**GIVEN DATA**
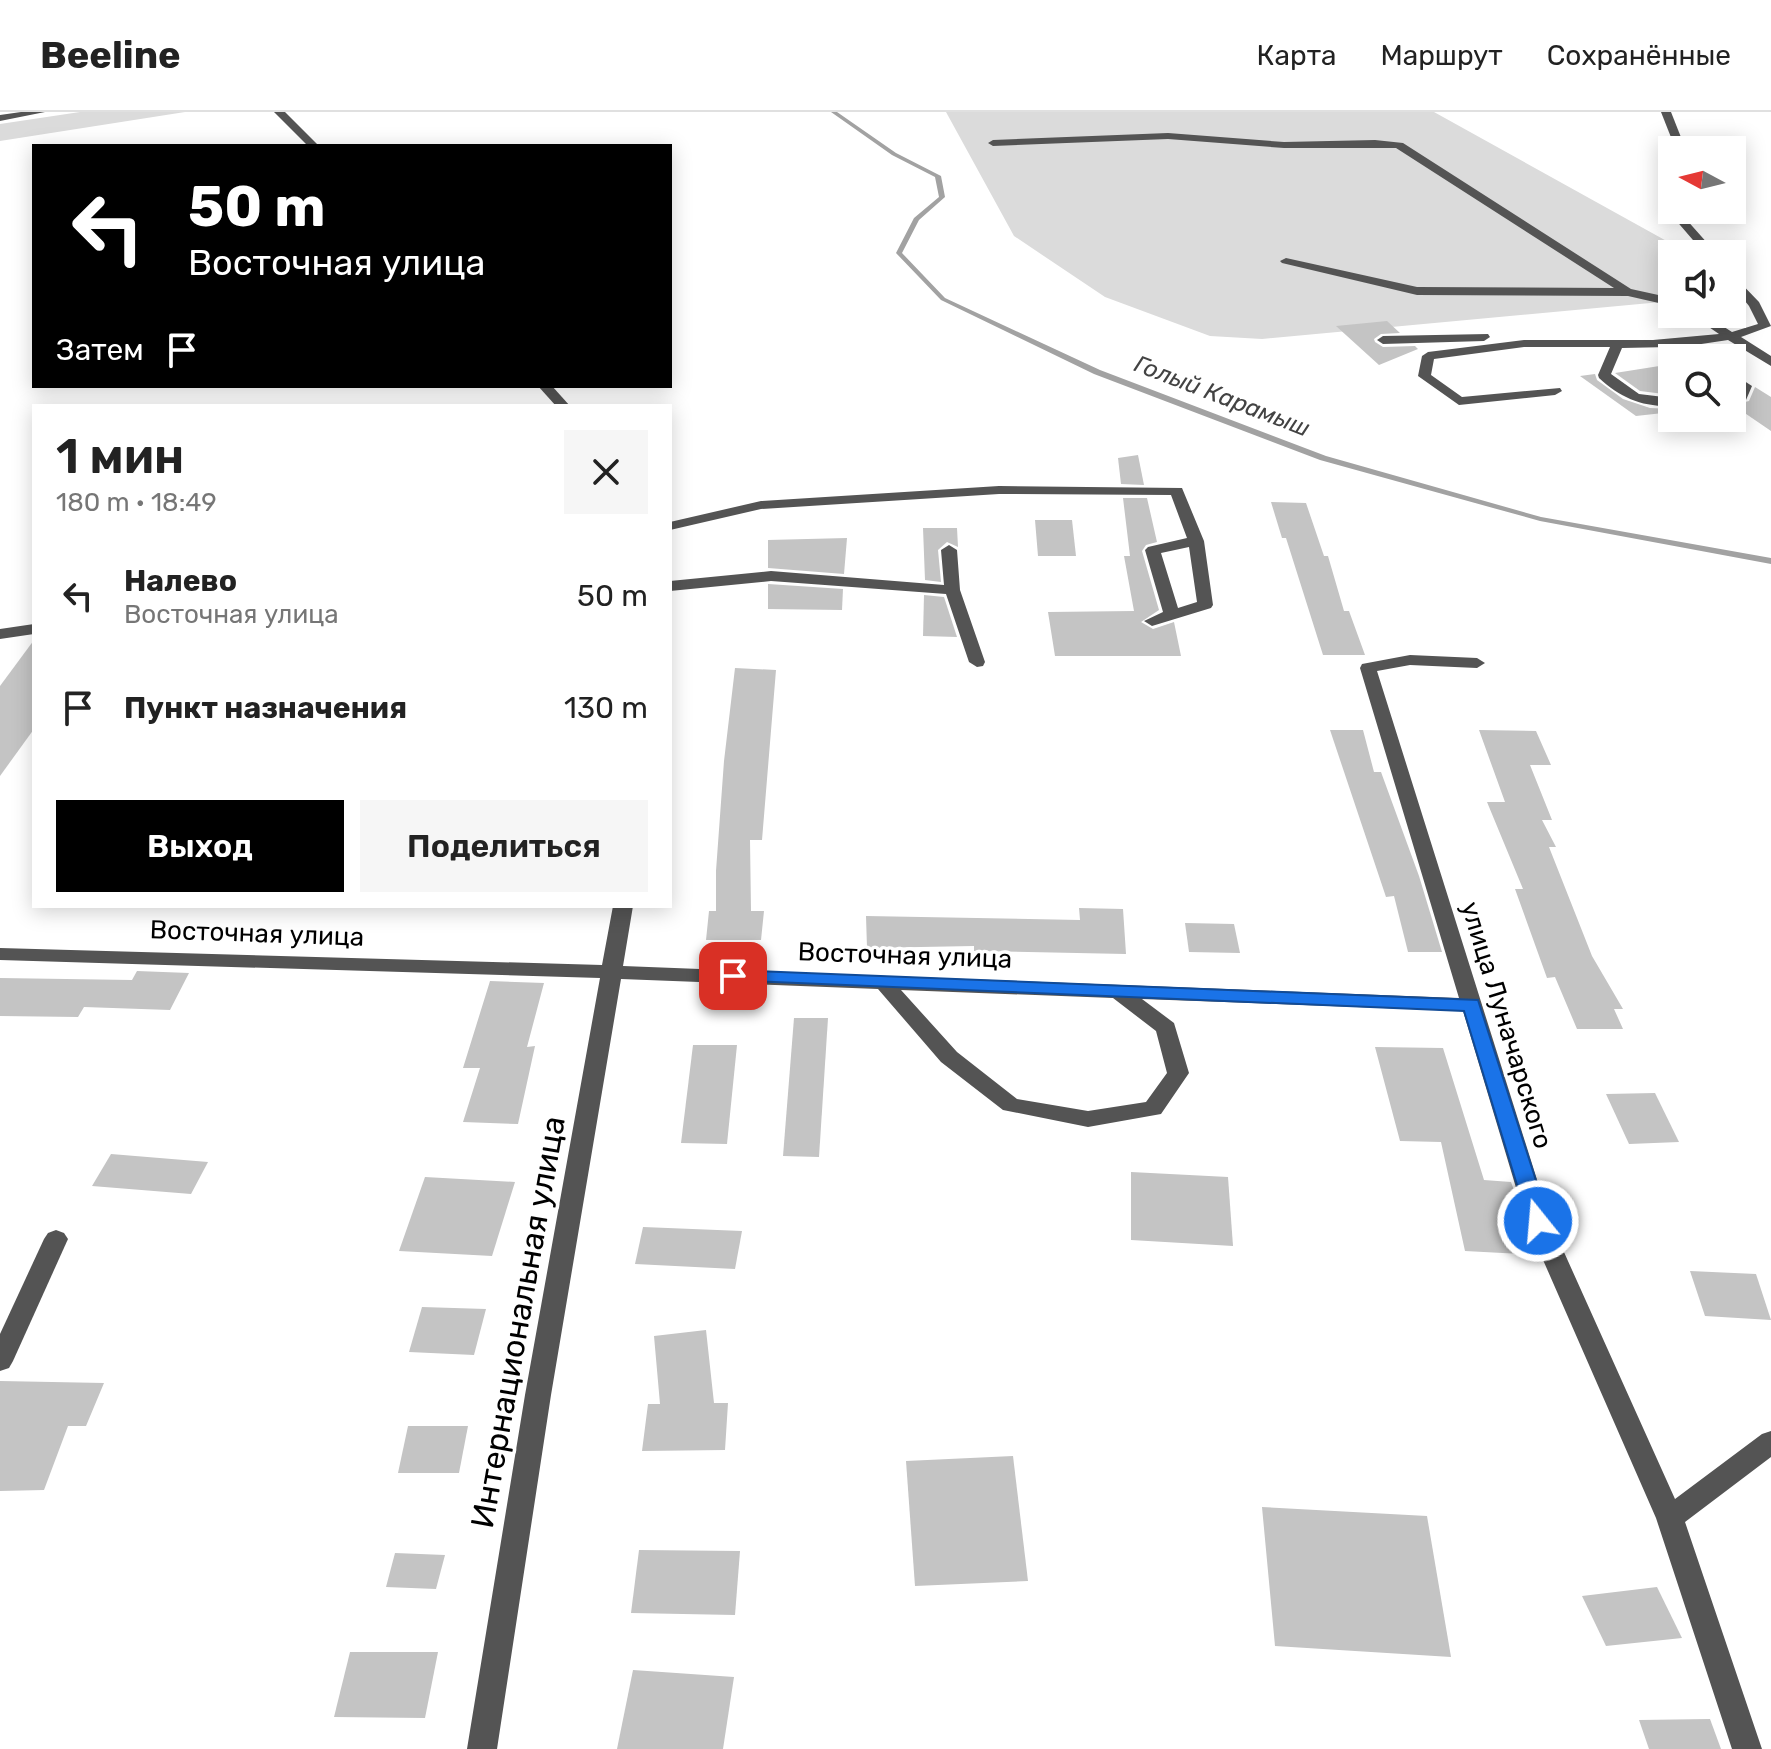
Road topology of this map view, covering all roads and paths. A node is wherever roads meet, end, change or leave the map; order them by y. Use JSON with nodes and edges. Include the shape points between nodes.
{"nodes":[{"id":1,"x":40,"y":112,"type":"edge"},
{"id":2,"x":279,"y":112,"type":"edge"},
{"id":3,"x":1666,"y":112,"type":"edge"},
{"id":4,"x":0,"y":118,"type":"edge"},
{"id":5,"x":1675,"y":136,"type":"edge"},
{"id":6,"x":993,"y":143,"type":"dead end"},
{"id":7,"x":312,"y":144,"type":"edge"},
{"id":8,"x":1684,"y":224,"type":"edge"},
{"id":9,"x":1699,"y":240,"type":"edge"},
{"id":10,"x":1286,"y":261,"type":"dead end"},
{"id":11,"x":1628,"y":292,"type":"junction"},
{"id":12,"x":1746,"y":294,"type":"edge"},
{"id":13,"x":1658,"y":297,"type":"edge"},
{"id":14,"x":1720,"y":328,"type":"edge"},
{"id":15,"x":1736,"y":337,"type":"junction"},
{"id":16,"x":1383,"y":340,"type":"dead end"},
{"id":17,"x":1536,"y":343,"type":"junction"},
{"id":18,"x":1618,"y":343,"type":"junction"},
{"id":19,"x":1672,"y":343,"type":"joint"},
{"id":20,"x":1771,"y":362,"type":"edge"},
{"id":21,"x":547,"y":388,"type":"edge"},
{"id":22,"x":1555,"y":391,"type":"dead end"},
{"id":23,"x":1658,"y":403,"type":"edge"},
{"id":24,"x":561,"y":404,"type":"edge"},
{"id":25,"x":672,"y":526,"type":"edge"},
{"id":26,"x":1196,"y":541,"type":"junction"},
{"id":27,"x":949,"y":550,"type":"dead end"},
{"id":28,"x":672,"y":586,"type":"edge"},
{"id":29,"x":952,"y":590,"type":"junction"},
{"id":30,"x":1172,"y":615,"type":"junction"},
{"id":31,"x":1152,"y":621,"type":"dead end"},
{"id":32,"x":32,"y":629,"type":"edge"},
{"id":33,"x":0,"y":634,"type":"edge"},
{"id":34,"x":977,"y":662,"type":"dead end"},
{"id":35,"x":1477,"y":663,"type":"dead end"},
{"id":36,"x":623,"y":908,"type":"edge"},
{"id":37,"x":0,"y":954,"type":"edge"},
{"id":38,"x":614,"y":972,"type":"junction"},
{"id":39,"x":883,"y":982,"type":"junction"},
{"id":40,"x":1118,"y":991,"type":"junction"},
{"id":41,"x":1471,"y":1005,"type":"junction"},
{"id":42,"x":56,"y":1239,"type":"dead end"},
{"id":43,"x":0,"y":1361,"type":"edge"},
{"id":44,"x":1771,"y":1442,"type":"edge"},
{"id":45,"x":1670,"y":1518,"type":"junction"},
{"id":46,"x":482,"y":1749,"type":"edge"},
{"id":47,"x":1747,"y":1749,"type":"edge"}],
"edges":[{"from":1,"to":4,"type":"street"},
{"from":2,"to":7,"type":"street"},
{"from":3,"to":5,"type":"street"},
{"from":6,"to":11,"type":"street","via":[[1168,136],[1284,145],[1399,145]]},
{"from":8,"to":9,"type":"street"},
{"from":10,"to":11,"type":"street","via":[[1417,291]]},
{"from":11,"to":13,"type":"street"},
{"from":12,"to":15,"type":"street","via":[[1765,326]]},
{"from":14,"to":15,"type":"street"},
{"from":15,"to":19,"type":"street"},
{"from":15,"to":20,"type":"street"},
{"from":16,"to":17,"type":"street","via":[[1484,337]]},
{"from":17,"to":18,"type":"street"},
{"from":17,"to":22,"type":"street","via":[[1428,356],[1424,376],[1459,401]]},
{"from":18,"to":19,"type":"street"},
{"from":18,"to":23,"type":"street","via":[[1604,375],[1623,394]]},
{"from":21,"to":24,"type":"street"},
{"from":25,"to":26,"type":"street","via":[[761,505],[999,490],[1177,491]]},
{"from":26,"to":30,"type":"street","via":[[1205,605]]},
{"from":26,"to":30,"type":"street","via":[[1153,550]]},
{"from":27,"to":29,"type":"street"},
{"from":28,"to":29,"type":"street","via":[[771,576]]},
{"from":29,"to":34,"type":"street"},
{"from":30,"to":31,"type":"street"},
{"from":32,"to":33,"type":"street"},
{"from":35,"to":41,"type":"street","name":"улица Луначарского","via":[[1410,660],[1368,668]]},
{"from":36,"to":38,"type":"street","name":"Интернациональная улица"},
{"from":37,"to":38,"type":"street","name":"Восточная улица"},
{"from":38,"to":39,"type":"street","name":"Восточная улица"},
{"from":38,"to":46,"type":"street","name":"Интернациональная улица","via":[[538,1395]]},
{"from":39,"to":40,"type":"street","name":"Восточная улица"},
{"from":39,"to":40,"type":"street","via":[[949,1057],[1011,1105],[1088,1119],[1153,1109],[1178,1073],[1166,1028]]},
{"from":40,"to":41,"type":"street","name":"Восточная улица"},
{"from":41,"to":45,"type":"street","name":"улица Луначарского","via":[[1538,1221]]},
{"from":42,"to":43,"type":"street"},
{"from":44,"to":45,"type":"street"},
{"from":45,"to":47,"type":"street","name":"улица Луначарского"}]}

**EXERCISE**
Copy from the entries only those lines that hold the word "nodes".

**COMPLETED EXERCISE**
Road topology of this map view, covering all roads and paths. A node is wherever roads meet, end, change or leave the map; order them by y. Use JSON with nodes and edges. Include the shape points between nodes.
{"nodes":[{"id":1,"x":40,"y":112,"type":"edge"},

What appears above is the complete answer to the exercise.